Quite so. Richard Murphy put together a set of definitions that might be of interest: http://www.taxresearch.org.uk/Blog/2010/07/07/tax-avoidance-...

> Tax avoidance is seeking to minimise a tax bill without deliberate deception (which would be tax evasion) but contrary to the spirit of the law. It therefore involves the exploitation of loopholes and gaps in tax and other legislation in ways not anticipated by the law. Those loopholes may be in domestic tax law alone, but they may also be between domestic tax law and company law or between domestic tax law and accounting regulations, for example. The process can also seek to exploit gaps that exist between domestic tax law and the law of other countries when undertaking international transactions.

(I'm a former tax accountant, at KPMG - these definitions are uncontroversial AFAIK)

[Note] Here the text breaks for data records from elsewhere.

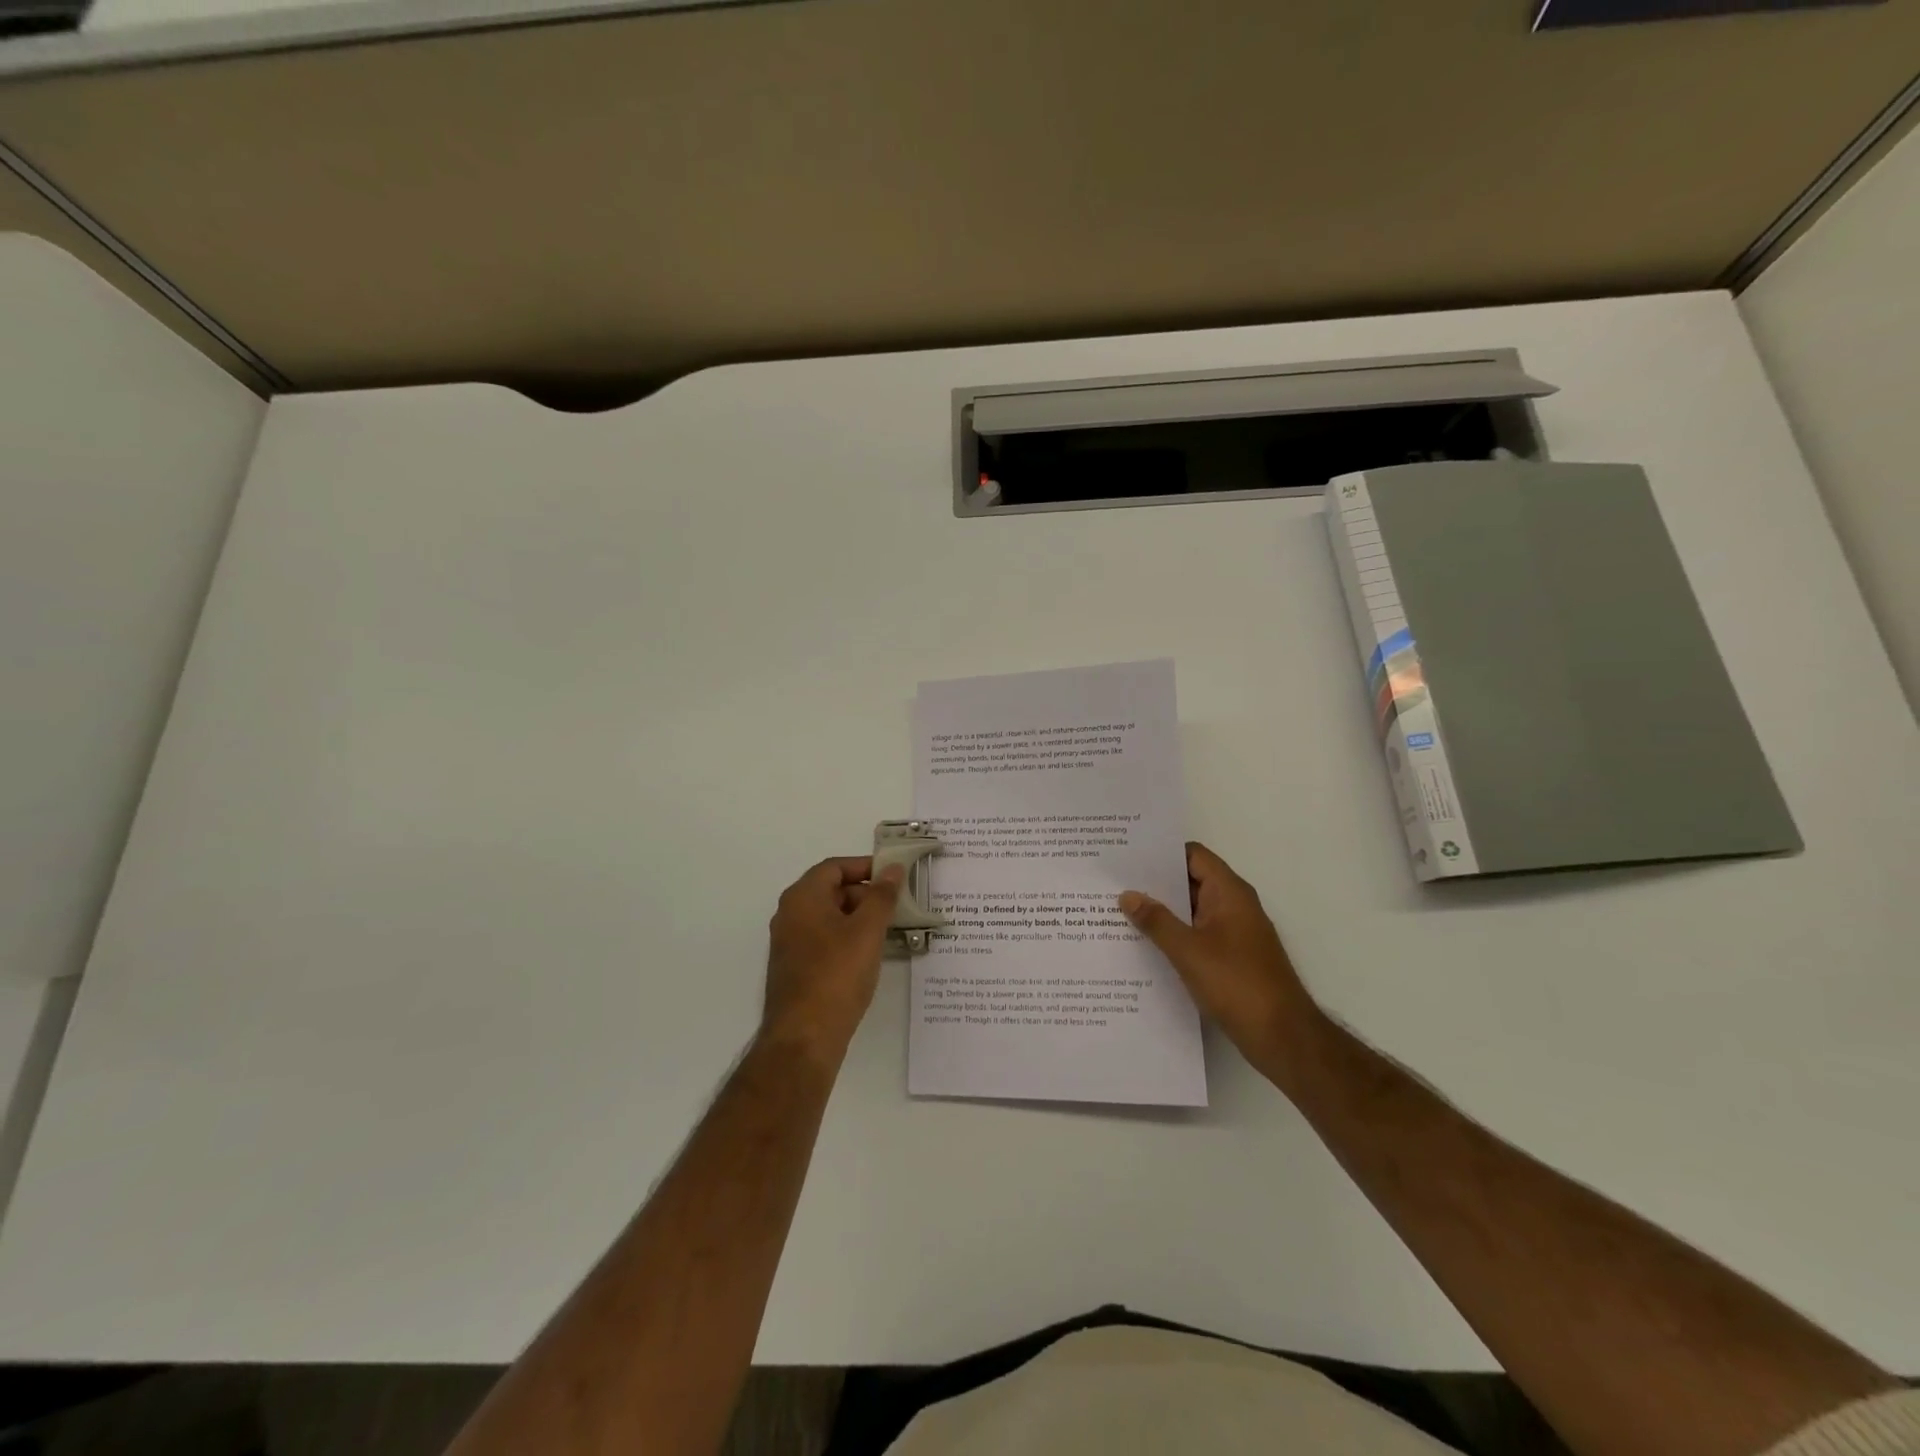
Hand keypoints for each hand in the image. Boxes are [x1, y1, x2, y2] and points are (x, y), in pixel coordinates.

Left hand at [761, 856, 902, 1062]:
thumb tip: (892, 869)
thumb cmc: (837, 975)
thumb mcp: (867, 931)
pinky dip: (847, 938)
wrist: (805, 1037)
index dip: (864, 867)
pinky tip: (868, 956)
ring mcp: (790, 943)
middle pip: (830, 890)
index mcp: (802, 898)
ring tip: (888, 931)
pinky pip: (824, 939)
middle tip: (896, 907)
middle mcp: (790, 914)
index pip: (834, 867)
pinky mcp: (795, 967)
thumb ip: (882, 896)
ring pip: (829, 917)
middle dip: (865, 894)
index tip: (893, 877)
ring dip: (858, 918)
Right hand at [1120, 842, 1321, 1071]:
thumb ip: (1156, 921)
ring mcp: (1235, 933)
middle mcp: (1235, 906)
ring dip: (1163, 911)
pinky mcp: (1233, 958)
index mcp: (1229, 893)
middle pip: (1191, 881)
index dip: (1162, 852)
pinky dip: (1175, 935)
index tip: (1128, 855)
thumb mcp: (1188, 950)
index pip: (1193, 855)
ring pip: (1193, 911)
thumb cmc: (1236, 983)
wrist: (1282, 1036)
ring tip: (1121, 911)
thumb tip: (1128, 895)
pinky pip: (1198, 935)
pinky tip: (1146, 945)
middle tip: (1115, 882)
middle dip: (1156, 883)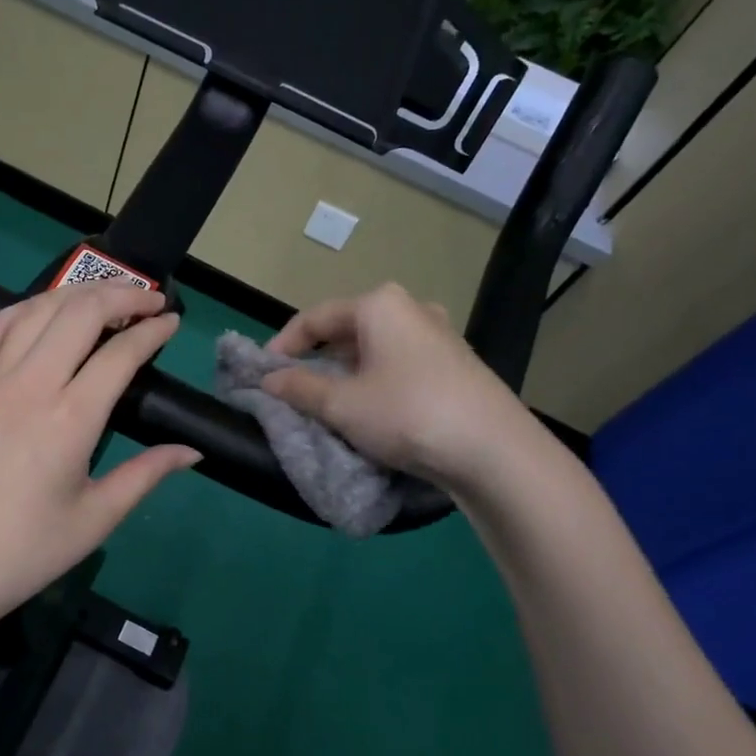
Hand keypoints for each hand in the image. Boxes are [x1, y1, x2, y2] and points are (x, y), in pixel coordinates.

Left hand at [0, 284, 199, 630]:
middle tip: (148, 301)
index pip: (120, 353)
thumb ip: (147, 474)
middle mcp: (29, 386)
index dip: (153, 330)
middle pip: (80, 313)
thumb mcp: (96, 518)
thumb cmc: (25, 552)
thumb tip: (193, 452)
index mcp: (70, 419)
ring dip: (75, 294)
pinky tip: (38, 313)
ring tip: (103, 298)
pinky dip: (22, 310)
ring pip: (35, 311)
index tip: (172, 322)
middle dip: (122, 295)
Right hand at [261, 283, 538, 491]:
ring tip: (330, 404)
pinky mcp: (456, 364)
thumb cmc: (407, 413)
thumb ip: (299, 388)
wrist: (493, 450)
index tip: (263, 373)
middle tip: (295, 389)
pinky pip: (400, 364)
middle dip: (317, 359)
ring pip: (375, 348)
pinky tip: (373, 410)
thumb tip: (269, 380)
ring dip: (346, 372)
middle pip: (347, 330)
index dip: (283, 344)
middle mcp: (411, 309)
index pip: (315, 317)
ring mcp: (439, 335)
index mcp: (379, 305)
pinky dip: (376, 381)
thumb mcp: (342, 405)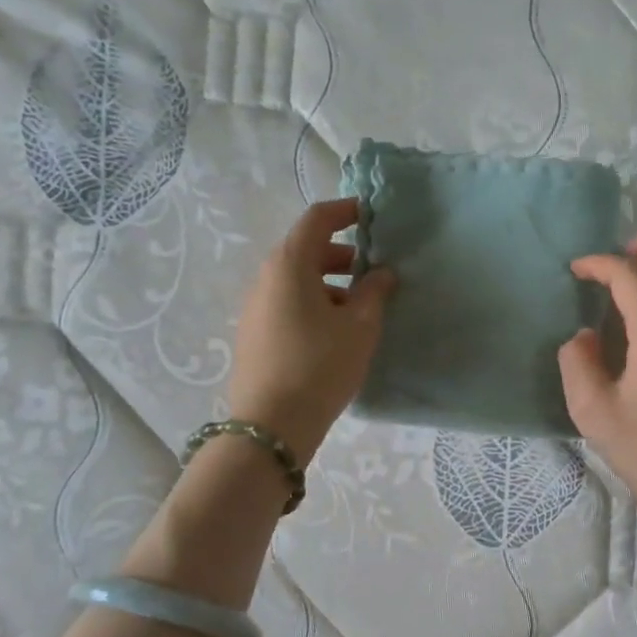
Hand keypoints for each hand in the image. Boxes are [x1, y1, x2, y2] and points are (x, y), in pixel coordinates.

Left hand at [228, 199, 393, 465]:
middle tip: (374, 268)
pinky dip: (315, 302)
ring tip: (362, 306)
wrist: (271, 425)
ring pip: (297, 279)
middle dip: (342, 253)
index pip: (317, 219)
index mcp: (290, 264)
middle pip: (305, 249)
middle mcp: (266, 277)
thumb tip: (381, 273)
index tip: (371, 215)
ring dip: (330, 282)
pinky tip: (337, 331)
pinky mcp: (255, 333)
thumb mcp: (360, 327)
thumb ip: (374, 292)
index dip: (345, 211)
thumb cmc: (321, 365)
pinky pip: (288, 303)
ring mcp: (256, 307)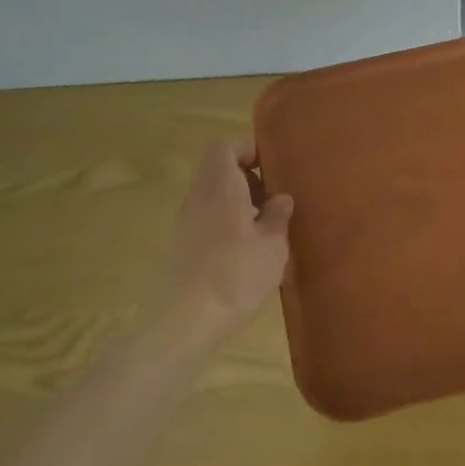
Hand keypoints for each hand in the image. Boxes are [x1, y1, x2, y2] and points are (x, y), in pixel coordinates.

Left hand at [168, 138, 293, 327]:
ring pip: (212, 192)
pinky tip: (246, 248)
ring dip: (238, 200)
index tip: (272, 168)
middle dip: (247, 177)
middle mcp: (199, 195)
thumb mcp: (273, 245)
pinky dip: (226, 219)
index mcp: (220, 186)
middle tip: (273, 199)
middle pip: (218, 168)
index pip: (226, 146)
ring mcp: (187, 219)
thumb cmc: (237, 274)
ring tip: (264, 226)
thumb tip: (281, 199)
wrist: (189, 319)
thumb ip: (278, 216)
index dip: (248, 149)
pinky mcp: (183, 242)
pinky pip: (207, 214)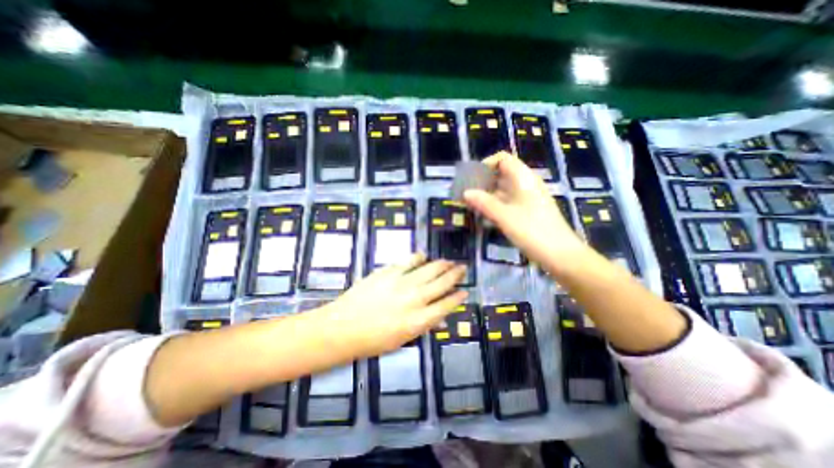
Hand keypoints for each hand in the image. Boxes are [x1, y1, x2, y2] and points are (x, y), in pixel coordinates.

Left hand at [320, 253, 466, 357]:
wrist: (342, 327)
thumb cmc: (372, 341)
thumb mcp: (402, 340)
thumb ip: (423, 325)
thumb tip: (440, 315)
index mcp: (418, 321)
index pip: (446, 306)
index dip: (457, 297)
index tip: (464, 291)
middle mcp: (414, 300)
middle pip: (441, 283)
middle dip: (455, 275)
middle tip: (462, 268)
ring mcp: (401, 283)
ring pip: (429, 269)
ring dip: (441, 264)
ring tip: (449, 261)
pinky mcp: (388, 272)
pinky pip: (408, 261)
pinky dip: (418, 257)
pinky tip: (423, 255)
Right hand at [464, 151, 592, 275]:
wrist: (561, 255)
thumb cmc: (532, 231)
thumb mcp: (505, 216)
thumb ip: (484, 203)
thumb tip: (465, 192)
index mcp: (523, 178)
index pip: (503, 159)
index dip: (486, 164)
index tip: (472, 178)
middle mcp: (526, 184)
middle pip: (501, 174)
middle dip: (483, 181)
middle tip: (467, 194)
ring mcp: (527, 198)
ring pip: (503, 189)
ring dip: (487, 194)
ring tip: (471, 205)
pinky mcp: (527, 211)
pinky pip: (507, 202)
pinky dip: (495, 205)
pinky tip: (485, 215)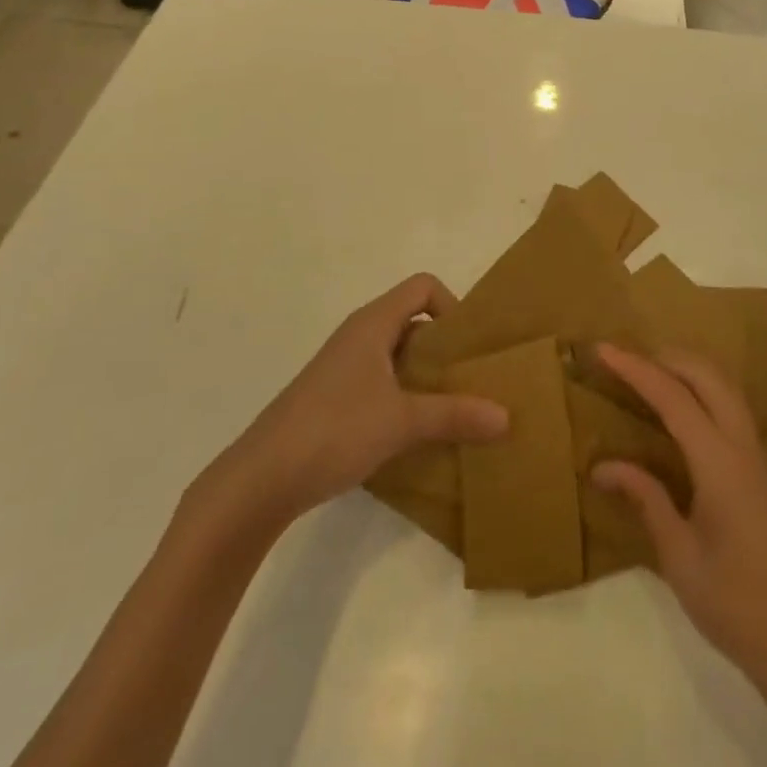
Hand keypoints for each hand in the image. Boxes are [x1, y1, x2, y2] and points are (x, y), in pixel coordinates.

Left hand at [197, 274, 508, 529]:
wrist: (259, 480)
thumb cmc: (333, 430)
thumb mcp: (402, 422)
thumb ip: (455, 415)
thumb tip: (507, 417)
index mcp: (373, 324)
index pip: (422, 287)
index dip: (451, 305)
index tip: (468, 346)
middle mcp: (358, 336)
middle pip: (413, 321)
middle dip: (445, 347)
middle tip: (472, 380)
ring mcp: (343, 368)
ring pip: (397, 356)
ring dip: (426, 376)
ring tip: (452, 410)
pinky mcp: (333, 399)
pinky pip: (381, 382)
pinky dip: (404, 397)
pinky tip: (415, 433)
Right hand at [591, 345, 766, 691]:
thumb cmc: (735, 604)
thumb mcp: (679, 556)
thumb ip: (645, 499)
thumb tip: (601, 466)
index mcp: (719, 463)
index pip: (673, 398)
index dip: (636, 369)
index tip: (603, 349)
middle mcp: (741, 447)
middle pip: (707, 376)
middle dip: (666, 357)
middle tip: (625, 359)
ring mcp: (756, 456)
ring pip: (725, 387)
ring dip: (688, 368)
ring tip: (650, 371)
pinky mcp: (760, 470)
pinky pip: (731, 407)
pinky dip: (703, 388)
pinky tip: (683, 407)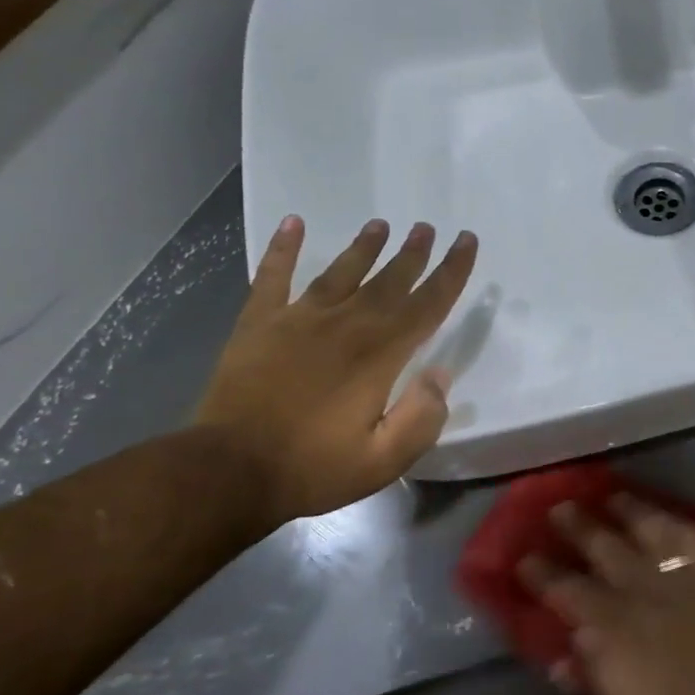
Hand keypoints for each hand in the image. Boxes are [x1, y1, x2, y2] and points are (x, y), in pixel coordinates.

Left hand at [196, 214, 477, 532]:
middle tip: (426, 228)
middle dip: (413, 254)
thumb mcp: (384, 460)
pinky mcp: (259, 324)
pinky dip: (282, 249)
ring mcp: (298, 320)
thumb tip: (440, 375)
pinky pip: (273, 276)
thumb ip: (421, 417)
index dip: (451, 272)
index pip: (427, 304)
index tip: (466, 241)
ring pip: (340, 272)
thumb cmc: (313, 468)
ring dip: (364, 248)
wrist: (228, 471)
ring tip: (380, 224)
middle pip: (388, 281)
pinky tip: (293, 223)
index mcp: (380, 354)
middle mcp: (345, 325)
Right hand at [518, 496, 694, 694]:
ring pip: (644, 528)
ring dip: (623, 510)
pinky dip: (671, 520)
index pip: (564, 589)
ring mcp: (678, 574)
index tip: (525, 557)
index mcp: (609, 626)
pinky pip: (688, 535)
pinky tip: (661, 513)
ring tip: (609, 496)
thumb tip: (563, 653)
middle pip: (600, 546)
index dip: (541, 572)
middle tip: (559, 507)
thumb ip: (590, 675)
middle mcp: (638, 588)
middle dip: (576, 525)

You don't have to move offices to start doing the road of tax avoidance. It's all about where you channel your money internally if you have two companies operating in different tax regimes.

It'll be interesting to see what they do with the profits from their companies (both the US and Ireland).

If they keep a chunk of income in Ireland and only transfer it to the US during tax amnesties then that's one standard form of avoidance.

If the US Dropbox entity starts paying a large sum of to Dropbox Ireland in order to license some part of the technology then we're in to the cunning world of tax avoidance proper.

It depends how they structure the company: where will the workers be, are they going to cheat on their tax using a dodgy licensing scheme, etc.